Records supplied:

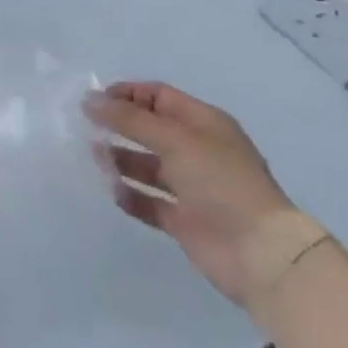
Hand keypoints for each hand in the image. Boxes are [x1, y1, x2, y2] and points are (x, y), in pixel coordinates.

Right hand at [84, 81, 324, 307]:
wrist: (260, 254)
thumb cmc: (220, 181)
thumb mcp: (174, 139)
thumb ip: (129, 119)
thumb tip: (90, 100)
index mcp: (203, 123)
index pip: (159, 97)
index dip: (127, 94)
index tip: (95, 101)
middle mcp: (197, 151)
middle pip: (150, 130)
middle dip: (120, 126)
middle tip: (87, 129)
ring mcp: (191, 187)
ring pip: (147, 166)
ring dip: (121, 161)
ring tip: (96, 159)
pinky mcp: (184, 221)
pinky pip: (150, 202)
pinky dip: (132, 197)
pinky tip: (115, 193)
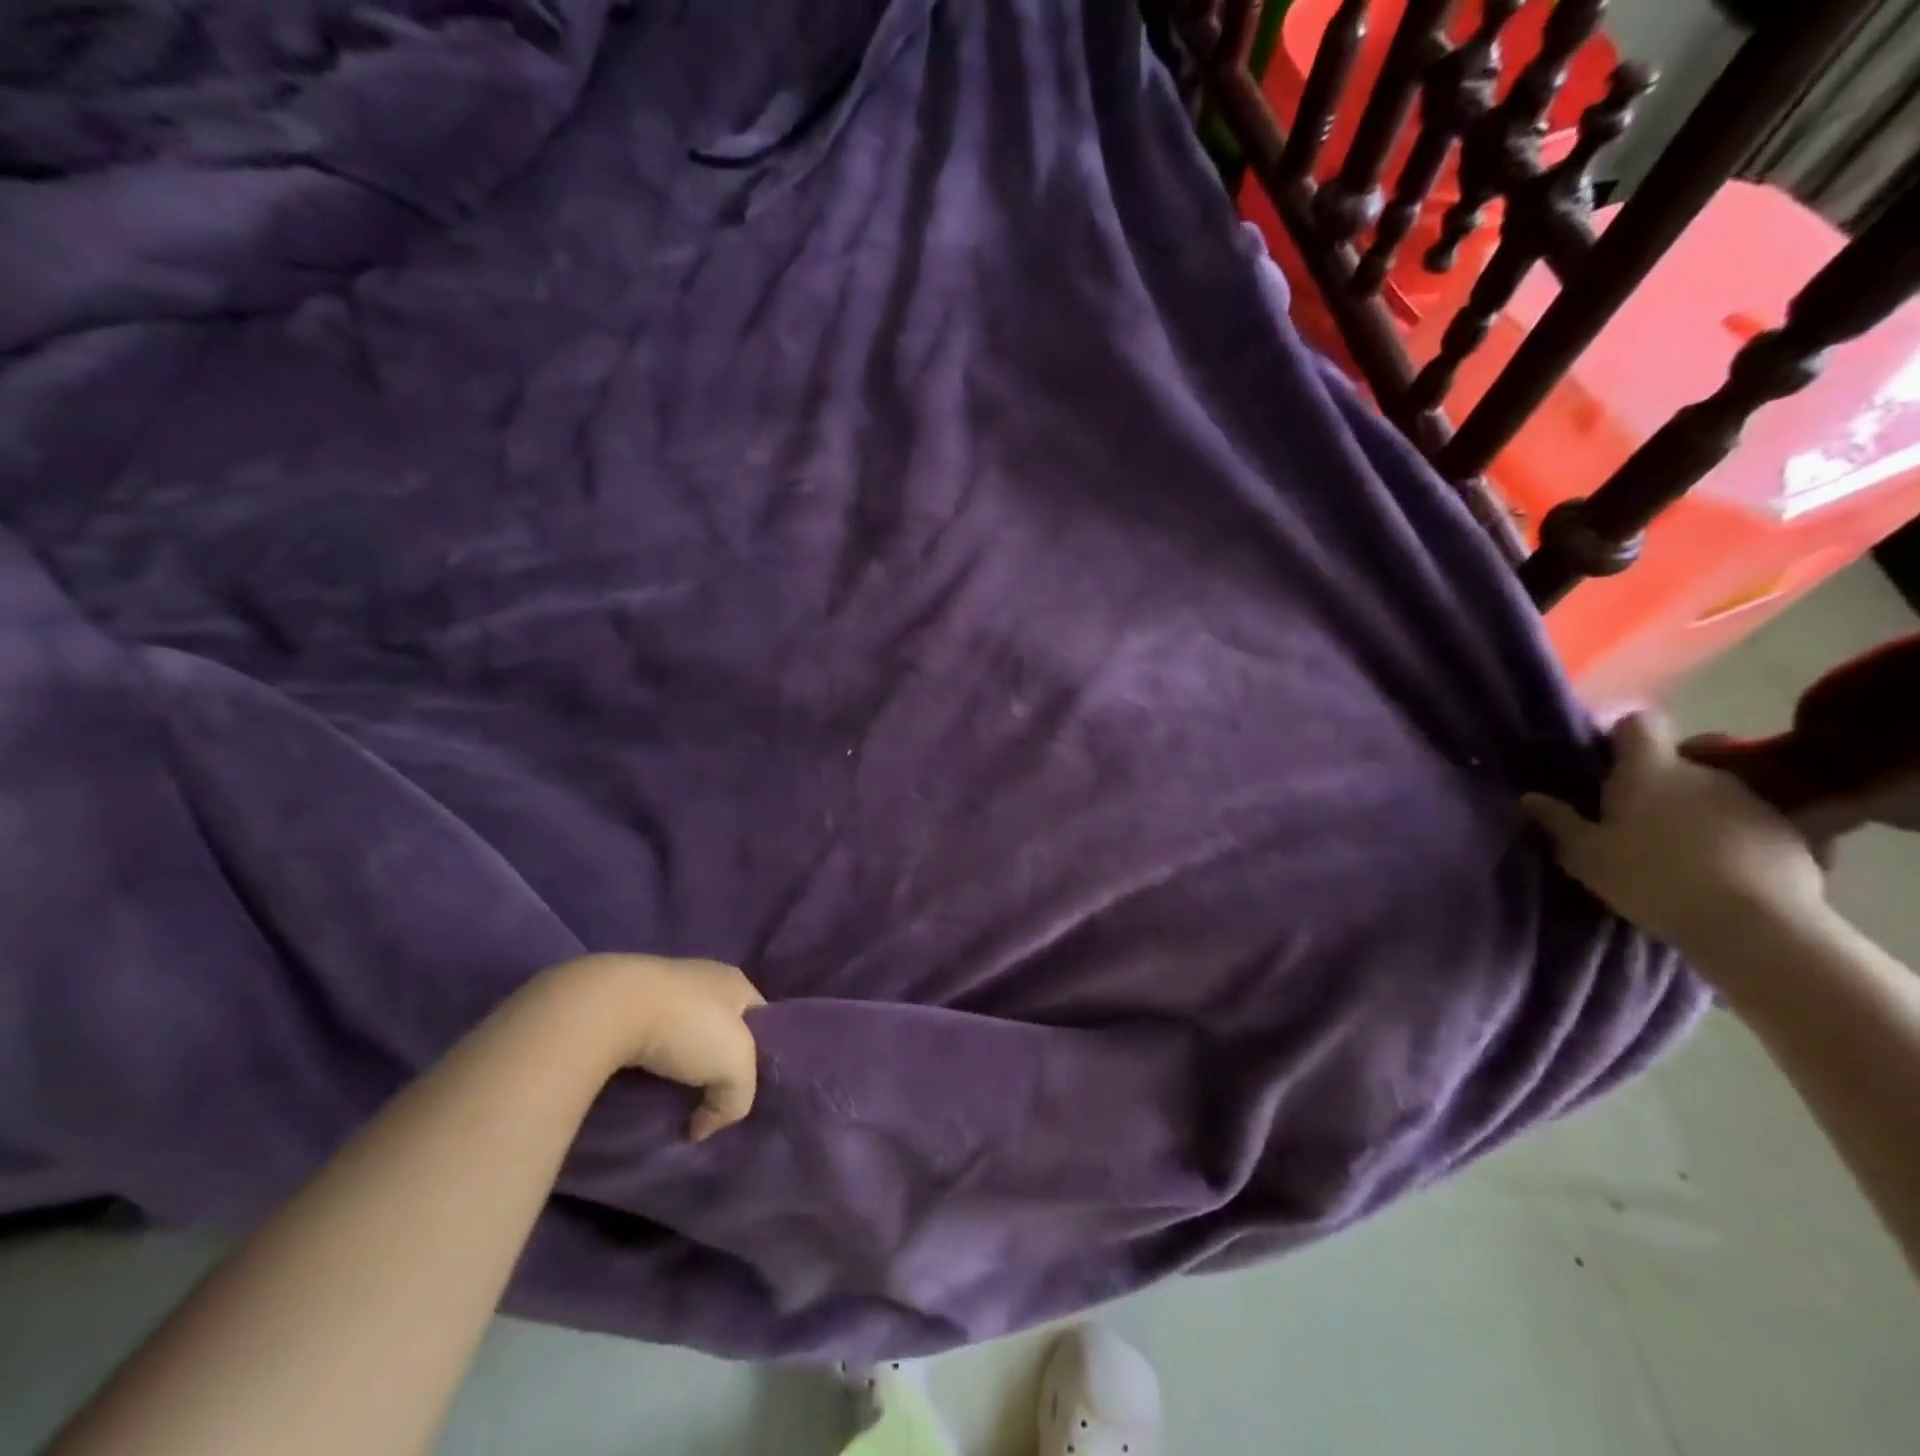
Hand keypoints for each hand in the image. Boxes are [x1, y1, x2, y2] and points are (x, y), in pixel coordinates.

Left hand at [547, 954, 765, 1139]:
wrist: (609, 1007)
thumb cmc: (687, 1027)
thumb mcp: (735, 1067)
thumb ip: (738, 1098)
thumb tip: (704, 1125)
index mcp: (736, 983)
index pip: (760, 1020)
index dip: (759, 1055)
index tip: (742, 1091)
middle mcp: (703, 977)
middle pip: (719, 1028)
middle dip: (713, 1064)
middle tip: (707, 1102)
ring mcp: (661, 987)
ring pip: (680, 1034)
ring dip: (676, 1065)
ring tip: (668, 1099)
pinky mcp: (624, 1001)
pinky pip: (645, 1037)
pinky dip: (645, 1060)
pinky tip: (638, 1083)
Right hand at [1522, 713, 1830, 969]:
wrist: (1753, 924)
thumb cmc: (1651, 878)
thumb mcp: (1585, 855)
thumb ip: (1558, 822)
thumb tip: (1531, 798)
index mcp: (1649, 770)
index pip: (1638, 724)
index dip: (1622, 737)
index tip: (1608, 762)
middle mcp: (1703, 772)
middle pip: (1676, 762)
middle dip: (1658, 784)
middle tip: (1636, 821)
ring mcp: (1752, 800)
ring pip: (1713, 793)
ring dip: (1696, 812)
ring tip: (1682, 852)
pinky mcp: (1791, 833)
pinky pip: (1750, 824)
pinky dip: (1735, 839)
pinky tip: (1724, 872)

Your goal: Report the count of lines in the entries that contain "ring". Nothing else should be given.

Your solution: 12